Deixa acontecer naturalmente (mas garante o ingresso)
Estamos no superjunho do vinho, como é sabido, e os naturais entram no foco também com a realização da 13ª Naturebas e muitas programações paralelas e alternativas. A feira acontece nos dias 21 e 22 também na Bienal, e sugiro que, se você tem interesse, corra para comprar o ingresso porque eles esgotam rápido. Na semana que antecede a Feira há dois eventos no Cine Cortina, ambos com degustação, com o produtor radical do Loire Jean-Pierre Rubinot e a documentarista catalã Clara Ismat. A agenda está aqui.
Também dá para comprar ingressos para a quarta edição da Segunda Taça, feira com curadoria da sommelière Gabriela Monteleone que reúne 25 projetos de vinho no Futuro Refeitório. É mais intimista e mais tranquila, talvez dê para conversar mais com os produtores. Sem falar que tem nomes exclusivos no evento, como Cara Sur, Matías Michelini e Tutu Wines (Argentina).

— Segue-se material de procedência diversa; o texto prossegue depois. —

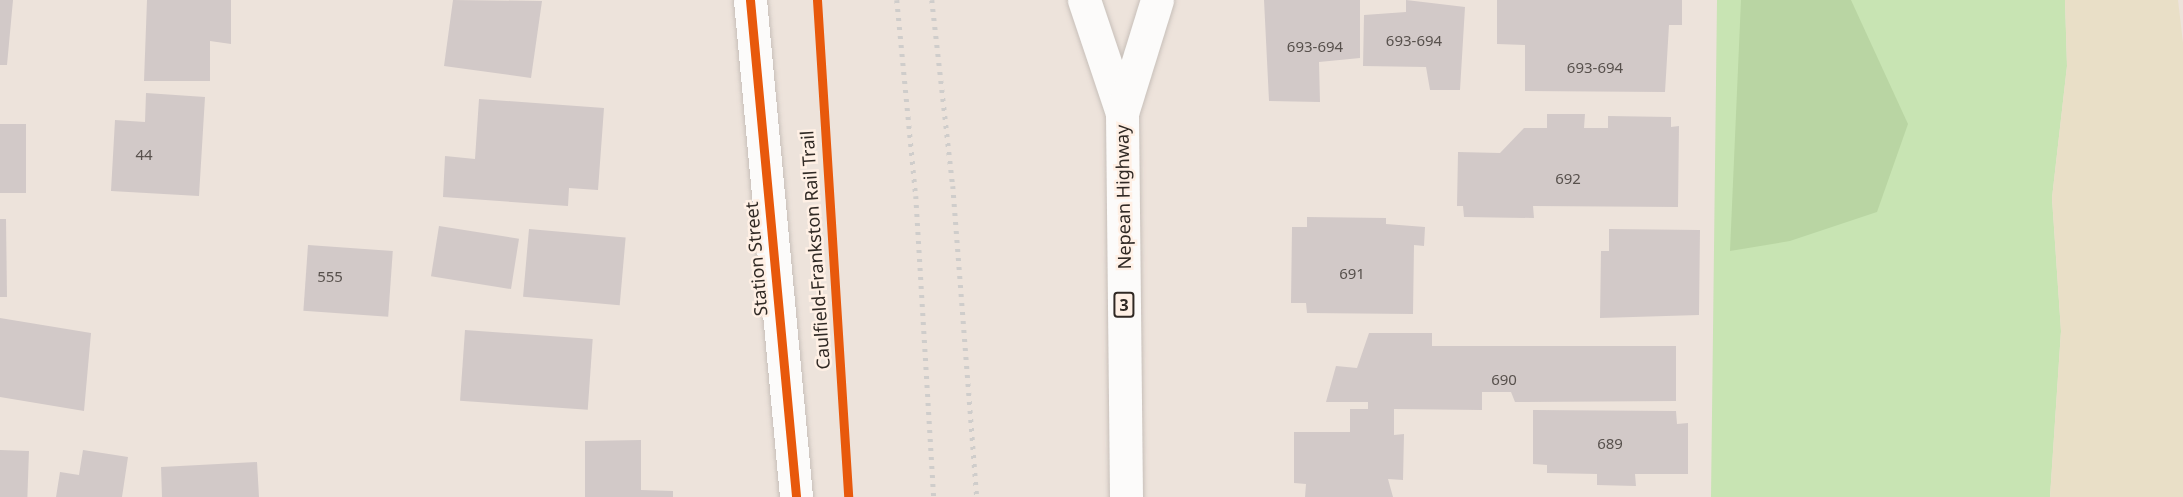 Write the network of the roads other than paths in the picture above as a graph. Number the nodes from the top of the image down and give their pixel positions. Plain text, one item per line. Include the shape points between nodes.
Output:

E é bom ficar também de butuca ligada porque muita coisa vai surgir nos próximos dias. Já soube que a Toque de Vinho vai fazer duas programações: uma degustação harmonizada com os vinhos de Agostina De Lucca, produtora uruguaia, no dia 18, para 20 pessoas; e uma feirinha de naturais com presença de produtores no 19, com comidinhas e taças. Informações no (11) 96377-8502 ou no Instagram.
Dia dos Namorados da Carlota
Eu sou grande defensora de comer em casa nesta data e esbanjar em vinho, mas se você está totalmente sem saco de cozinhar (sim, eu também estou), já vi que tem algumas opções interessantes com menu fechado. Entre as mais legais está o encontro da Carla Pernambuco com a confeiteira Juliana Penteado, radicada em Lisboa e jurada do Masterchef local. Na Gama, meu colega Amauri Terto contou a história dela, como foi parar lá, e como é a sua confeitaria, de pouco açúcar, delicada, inventiva e cheia de frutas. Será um cardápio a quatro mãos para 30 lugares. Reservas no (11) 98225-6030.
Já foi na nova De la Croix?
Eu demorei, mas enfim apareci na casinha da alameda Casa Branca, nos Jardins, em São Paulo. A convite da importadora, participei de um jantar hamonizado com vinhos biodinâmicos e assisti à aula da enóloga especialista Deise Pelicioli. Contei um pouco sobre sua visão e a filosofia que faz vinhos cheios de energia na última coluna da Folha. Colo aqui um trecho:
A ideia do biodinamismo é deixar o solo vivo, cheio de energia, transformar a vinha em um ecossistema harmonioso e diverso, algo totalmente diferente da monocultura, tão comum na viticultura mais convencional. Toda a fauna e a flora presentes no sistema biodinâmico se autorregulam e estão em conexão com os astros, que têm efeito sobre as plantas e bichos e pedem a atenção do homem, pois o que acontece no céu indica o que deve ser feito na terra.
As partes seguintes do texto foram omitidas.